- ENTRIES SUPPLIED
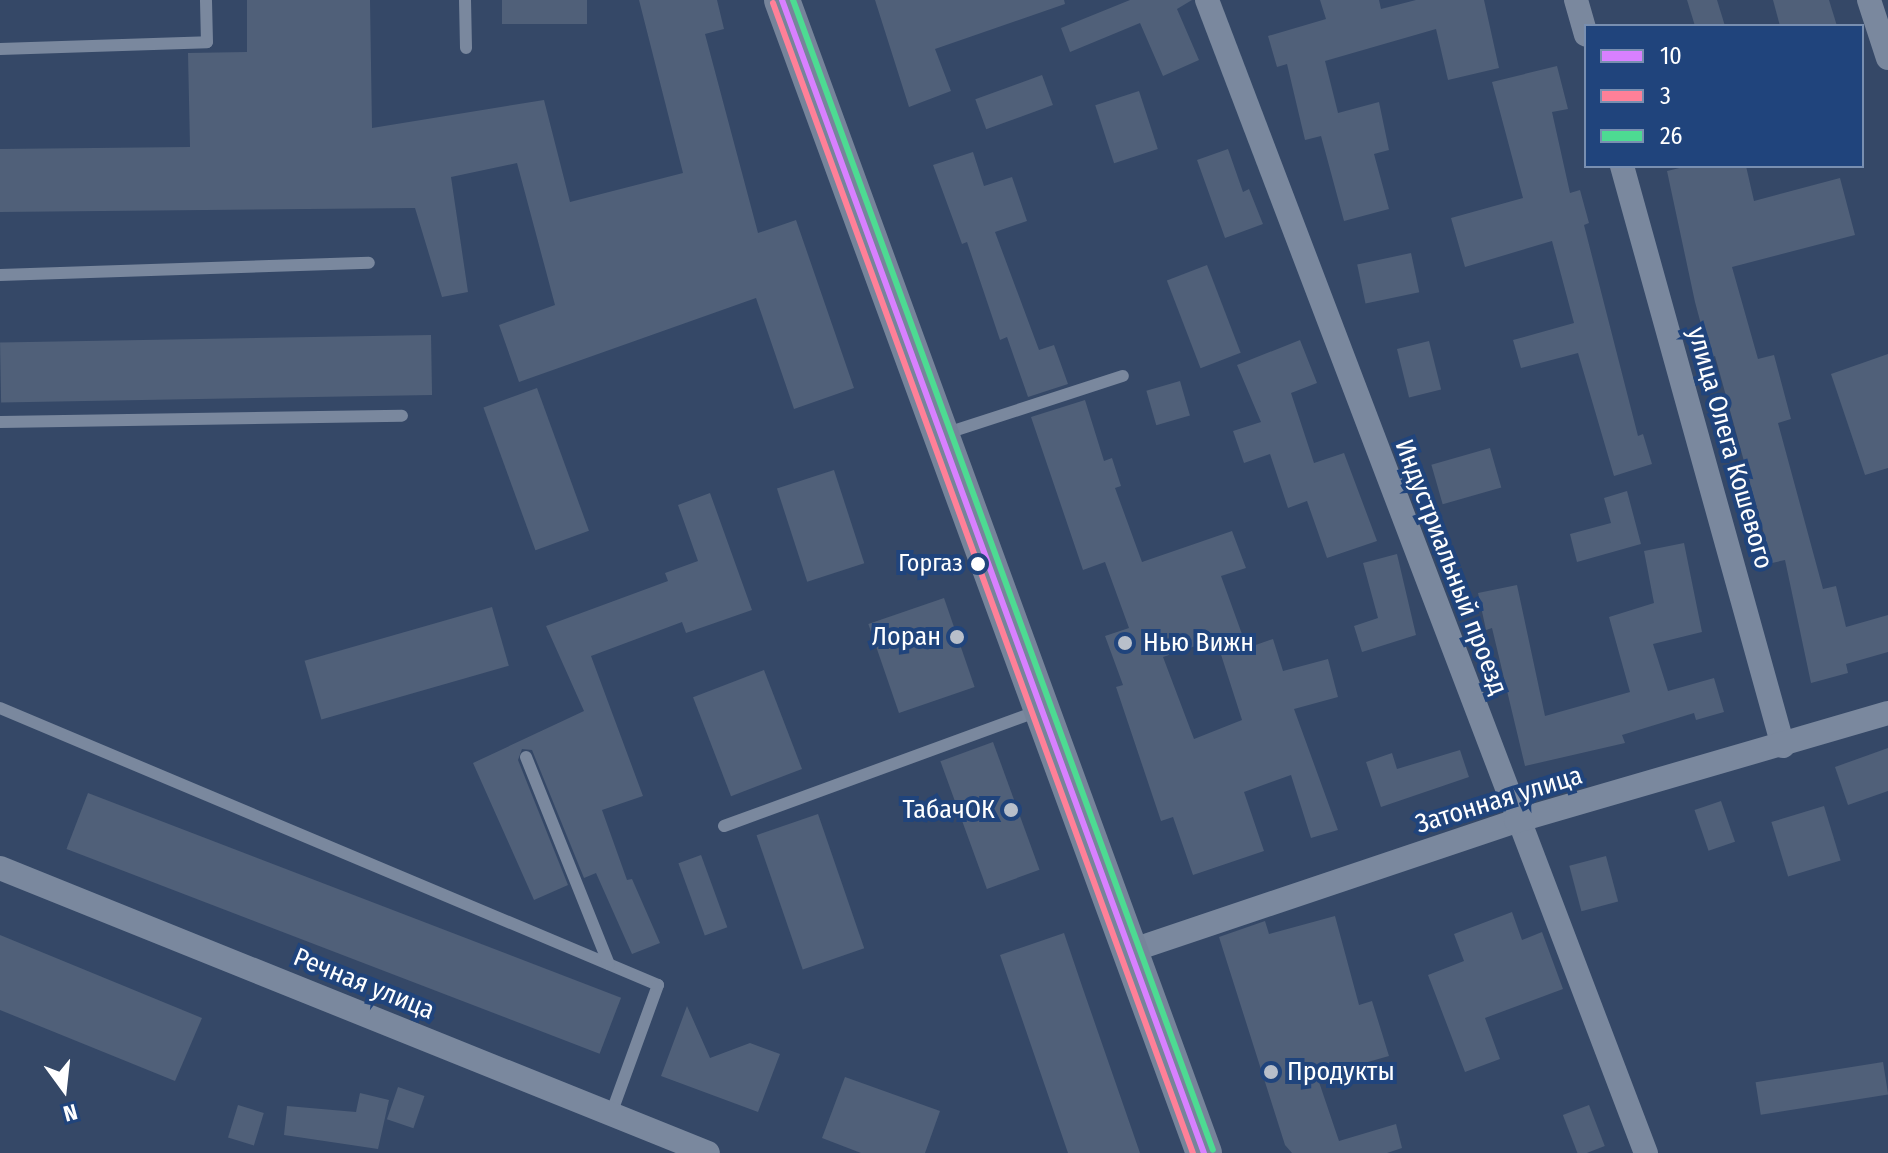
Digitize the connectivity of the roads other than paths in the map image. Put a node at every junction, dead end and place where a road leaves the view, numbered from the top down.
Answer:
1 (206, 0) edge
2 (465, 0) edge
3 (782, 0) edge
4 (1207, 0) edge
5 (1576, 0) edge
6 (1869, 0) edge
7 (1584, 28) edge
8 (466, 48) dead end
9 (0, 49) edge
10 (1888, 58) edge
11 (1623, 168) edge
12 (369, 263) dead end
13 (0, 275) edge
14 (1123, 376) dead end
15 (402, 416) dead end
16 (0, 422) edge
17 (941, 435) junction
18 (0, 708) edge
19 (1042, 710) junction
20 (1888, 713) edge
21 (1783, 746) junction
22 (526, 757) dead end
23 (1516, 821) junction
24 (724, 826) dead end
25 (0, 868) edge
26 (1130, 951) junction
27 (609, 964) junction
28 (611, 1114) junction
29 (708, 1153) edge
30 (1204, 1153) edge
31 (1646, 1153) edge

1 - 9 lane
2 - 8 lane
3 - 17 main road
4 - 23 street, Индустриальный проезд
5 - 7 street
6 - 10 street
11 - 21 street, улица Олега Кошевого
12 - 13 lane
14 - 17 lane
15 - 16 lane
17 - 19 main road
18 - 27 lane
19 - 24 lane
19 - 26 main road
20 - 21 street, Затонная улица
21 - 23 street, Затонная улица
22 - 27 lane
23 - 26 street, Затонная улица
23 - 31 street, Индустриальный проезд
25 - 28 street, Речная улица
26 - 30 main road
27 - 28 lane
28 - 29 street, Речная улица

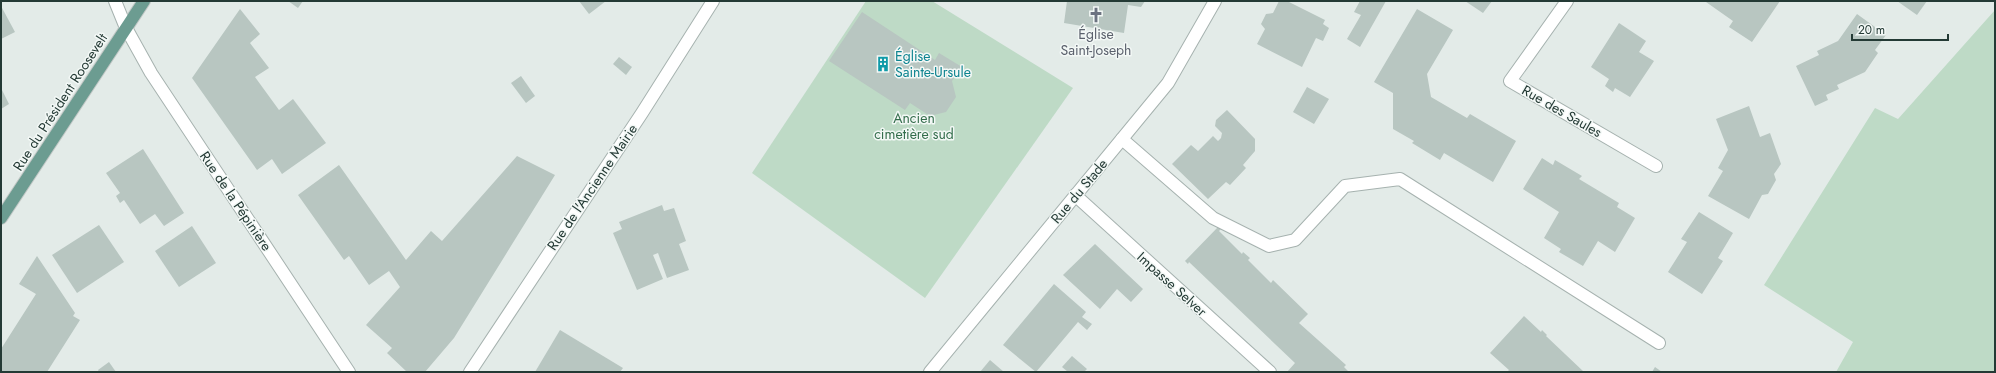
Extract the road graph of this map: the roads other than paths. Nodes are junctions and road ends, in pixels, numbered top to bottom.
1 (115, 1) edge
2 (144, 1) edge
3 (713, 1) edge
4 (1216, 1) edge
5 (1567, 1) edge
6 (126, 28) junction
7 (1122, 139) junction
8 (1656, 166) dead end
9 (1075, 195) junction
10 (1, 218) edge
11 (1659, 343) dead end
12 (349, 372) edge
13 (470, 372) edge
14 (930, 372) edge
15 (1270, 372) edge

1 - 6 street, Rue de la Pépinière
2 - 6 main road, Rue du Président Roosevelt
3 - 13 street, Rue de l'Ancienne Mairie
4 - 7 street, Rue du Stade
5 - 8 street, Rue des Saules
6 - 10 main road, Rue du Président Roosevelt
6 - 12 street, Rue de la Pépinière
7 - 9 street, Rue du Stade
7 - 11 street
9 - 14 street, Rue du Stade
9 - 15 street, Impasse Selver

- REQUIREMENT
Output the material above verbatim but exclude each picture.

- EXERCISE RESPONSE
Digitize the connectivity of the roads other than paths in the map image. Put a node at every junction, dead end and place where a road leaves the view, numbered from the top down.
Answer:
1 (206, 0) edge
2 (465, 0) edge
3 (782, 0) edge
4 (1207, 0) edge
5 (1576, 0) edge
6 (1869, 0) edge
7 (1584, 28) edge
8 (466, 48) dead end
9 (0, 49) edge
10 (1888, 58) edge
11 (1623, 168) edge
12 (369, 263) dead end
13 (0, 275) edge
14 (1123, 376) dead end
15 (402, 416) dead end
16 (0, 422) edge
17 (941, 435) junction
18 (0, 708) edge
19 (1042, 710) junction
20 (1888, 713) edge
21 (1783, 746) junction
22 (526, 757) dead end
23 (1516, 821) junction
24 (724, 826) dead end
25 (0, 868) edge
26 (1130, 951) junction
27 (609, 964) junction
28 (611, 1114) junction
29 (708, 1153) edge
30 (1204, 1153) edge
31 (1646, 1153) edge

1 - 9 lane
2 - 8 lane
3 - 17 main road
4 - 23 street, Индустриальный проезд
5 - 7 street
6 - 10 street
11 - 21 street, улица Олега Кошевого
12 - 13 lane
14 - 17 lane
15 - 16 lane
17 - 19 main road
18 - 27 lane
19 - 24 lane
19 - 26 main road
20 - 21 street, Затонная улица
21 - 23 street, Затонная улица
22 - 27 lane
23 - 26 street, Затонная улица
23 - 31 street, Индустриальный проезд
25 - 28 street, Речная улица
26 - 30 main road
27 - 28 lane
28 - 29 street, Речная улица

Extract the road graph of this map: the roads other than paths. Nodes are junctions and road ends, in pixels, numbered top to bottom.
1 (115, 1) edge
2 (144, 1) edge
3 (713, 1) edge
4 (1216, 1) edge
5 (1567, 1) edge
6 (126, 28) junction
7 (1122, 139) junction
8 (1656, 166) dead end
9 (1075, 195) junction
10 (1, 218) edge
11 (1659, 343) dead end
12 (349, 372) edge
13 (470, 372) edge
14 (930, 372) edge
15 (1270, 372) edge

1 - 6 street, Rue de la Pépinière
2 - 6 main road, Rue du Président Roosevelt
3 - 13 street, Rue de l'Ancienne Mairie
4 - 7 street, Rue du Stade
5 - 8 street, Rue des Saules
6 - 10 main road, Rue du Président Roosevelt
6 - 12 street, Rue de la Pépinière
7 - 9 street, Rue du Stade
7 - 11 street
9 - 14 street, Rue du Stade
9 - 15 street, Impasse Selver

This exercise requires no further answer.